(Data for analysis)

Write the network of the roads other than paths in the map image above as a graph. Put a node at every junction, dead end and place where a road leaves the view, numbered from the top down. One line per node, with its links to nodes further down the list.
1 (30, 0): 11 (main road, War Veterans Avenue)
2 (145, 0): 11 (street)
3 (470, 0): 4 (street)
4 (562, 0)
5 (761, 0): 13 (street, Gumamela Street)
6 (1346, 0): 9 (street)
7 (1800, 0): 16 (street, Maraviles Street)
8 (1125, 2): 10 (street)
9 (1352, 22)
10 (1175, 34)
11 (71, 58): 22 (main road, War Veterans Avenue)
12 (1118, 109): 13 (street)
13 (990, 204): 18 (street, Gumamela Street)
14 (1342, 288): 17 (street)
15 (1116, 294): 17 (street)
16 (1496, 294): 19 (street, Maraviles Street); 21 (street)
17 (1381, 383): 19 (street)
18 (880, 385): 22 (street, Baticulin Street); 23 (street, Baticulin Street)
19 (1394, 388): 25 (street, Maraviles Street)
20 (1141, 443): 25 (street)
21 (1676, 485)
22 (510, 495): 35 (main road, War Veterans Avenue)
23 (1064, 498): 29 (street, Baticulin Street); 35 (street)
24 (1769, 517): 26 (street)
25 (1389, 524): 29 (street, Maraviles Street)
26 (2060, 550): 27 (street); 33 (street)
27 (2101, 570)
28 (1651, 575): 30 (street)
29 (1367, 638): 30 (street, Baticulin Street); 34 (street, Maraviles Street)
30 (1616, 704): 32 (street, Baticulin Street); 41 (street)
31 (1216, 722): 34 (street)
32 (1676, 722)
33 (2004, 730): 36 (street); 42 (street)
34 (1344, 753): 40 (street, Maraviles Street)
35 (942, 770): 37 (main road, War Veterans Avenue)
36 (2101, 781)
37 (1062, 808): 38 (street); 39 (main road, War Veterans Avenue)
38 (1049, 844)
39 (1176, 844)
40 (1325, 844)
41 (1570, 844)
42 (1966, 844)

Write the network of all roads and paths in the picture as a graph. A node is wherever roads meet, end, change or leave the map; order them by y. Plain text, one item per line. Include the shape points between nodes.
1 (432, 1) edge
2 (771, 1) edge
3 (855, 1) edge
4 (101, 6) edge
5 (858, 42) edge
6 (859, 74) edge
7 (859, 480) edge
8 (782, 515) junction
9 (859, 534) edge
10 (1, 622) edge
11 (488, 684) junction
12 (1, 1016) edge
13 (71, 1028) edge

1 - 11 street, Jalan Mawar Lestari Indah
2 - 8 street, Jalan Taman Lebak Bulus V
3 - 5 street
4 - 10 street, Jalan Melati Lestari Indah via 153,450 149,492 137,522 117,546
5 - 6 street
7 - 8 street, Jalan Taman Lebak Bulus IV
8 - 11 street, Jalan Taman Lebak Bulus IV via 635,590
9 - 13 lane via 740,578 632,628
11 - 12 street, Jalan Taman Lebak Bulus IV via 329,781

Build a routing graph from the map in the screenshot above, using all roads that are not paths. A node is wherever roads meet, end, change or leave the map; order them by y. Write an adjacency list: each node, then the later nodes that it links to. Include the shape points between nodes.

(End Data for analysis)

The full listing needs to be output again, exactly as it reads.

Write the network of the roads other than paths in the map image above as a graph. Put a node at every junction, dead end and place where a road leaves the view, numbered from the top down. One line per node, with its links to nodes further down the list.
1 (30, 0): 11 (main road, War Veterans Avenue)
2 (145, 0): 11 (street)
3 (470, 0): 4 (street)
4 (562, 0)
5 (761, 0): 13 (street, Gumamela Street)
6 (1346, 0): 9 (street)
7 (1800, 0): 16 (street, Maraviles Street)
8 (1125, 2): 10 (street)
9 (1352, 22)
10 (1175, 34)
11 (71, 58): 22 (main road, War Veterans Avenue)
12 (1118, 109): 13 (street)
13 (990, 204): 18 (street, Gumamela Street)
14 (1342, 288): 17 (street)
15 (1116, 294): 17 (street)
16 (1496, 294): 19 (street, Maraviles Street); 21 (street)
17 (1381, 383): 19 (street)
18 (880, 385): 22 (street, Baticulin Street); 23 (street, Baticulin Street)
19 (1394, 388): 25 (street, Maraviles Street)
20 (1141, 443): 25 (street)
21 (1676, 485)
22 (510, 495): 35 (main road, War Veterans Avenue)
23 (1064, 498): 29 (street, Baticulin Street); 35 (street)
24 (1769, 517): 26 (street)
25 (1389, 524): 29 (street, Maraviles Street)
26 (2060, 550): 27 (street); 33 (street)
27 (2101, 570)
28 (1651, 575): 30 (street)
29 (1367, 638): 30 (street, Baticulin Street); 34 (street, Maraviles Street)
30 (1616, 704): 32 (street, Baticulin Street); 41 (street)
31 (1216, 722): 34 (street)
32 (1676, 722)
33 (2004, 730): 36 (street); 42 (street)
34 (1344, 753): 40 (street, Maraviles Street)
35 (942, 770): 37 (main road, War Veterans Avenue)
36 (2101, 781)
37 (1062, 808): 38 (street); 39 (main road, War Veterans Avenue)
38 (1049, 844)
39 (1176, 844)
40 (1325, 844)
41 (1570, 844)
42 (1966, 844)

Write the network of all roads and paths in the picture as a graph. A node is wherever roads meet, end, change or leave the map; order them by y. Plain text, one item per line. Include the shape points between nodes.
1 (432, 1) edge
2 (771, 1) edge
3 (855, 1) edge
4 (101, 6) edge
5 (858, 42) edge
6 (859, 74) edge
7 (859, 480) edge
8 (782, 515) junction
9 (859, 534) edge
10 (1, 622) edge
11 (488, 684) junction
12 (1, 1016) edge
13 (71, 1028) edge

1 - 11 street, Jalan Mawar Lestari Indah
2 - 8 street, Jalan Taman Lebak Bulus V
3 - 5 street
4 - 10 street, Jalan Melati Lestari Indah via 153,450 149,492 137,522 117,546
5 - 6 street
7 - 8 street, Jalan Taman Lebak Bulus IV
8 - 11 street, Jalan Taman Lebak Bulus IV via 635,590
9 - 13 lane via 740,578 632,628
11 - 12 street, Jalan Taman Lebak Bulus IV via 329,781

Build a routing graph from the map in the screenshot above, using all roads that are not paths. A node is wherever roads meet, end, change or leave the map; order them by y. Write an adjacency list: each node, then the later nodes that it links to. Include the shape points between nodes.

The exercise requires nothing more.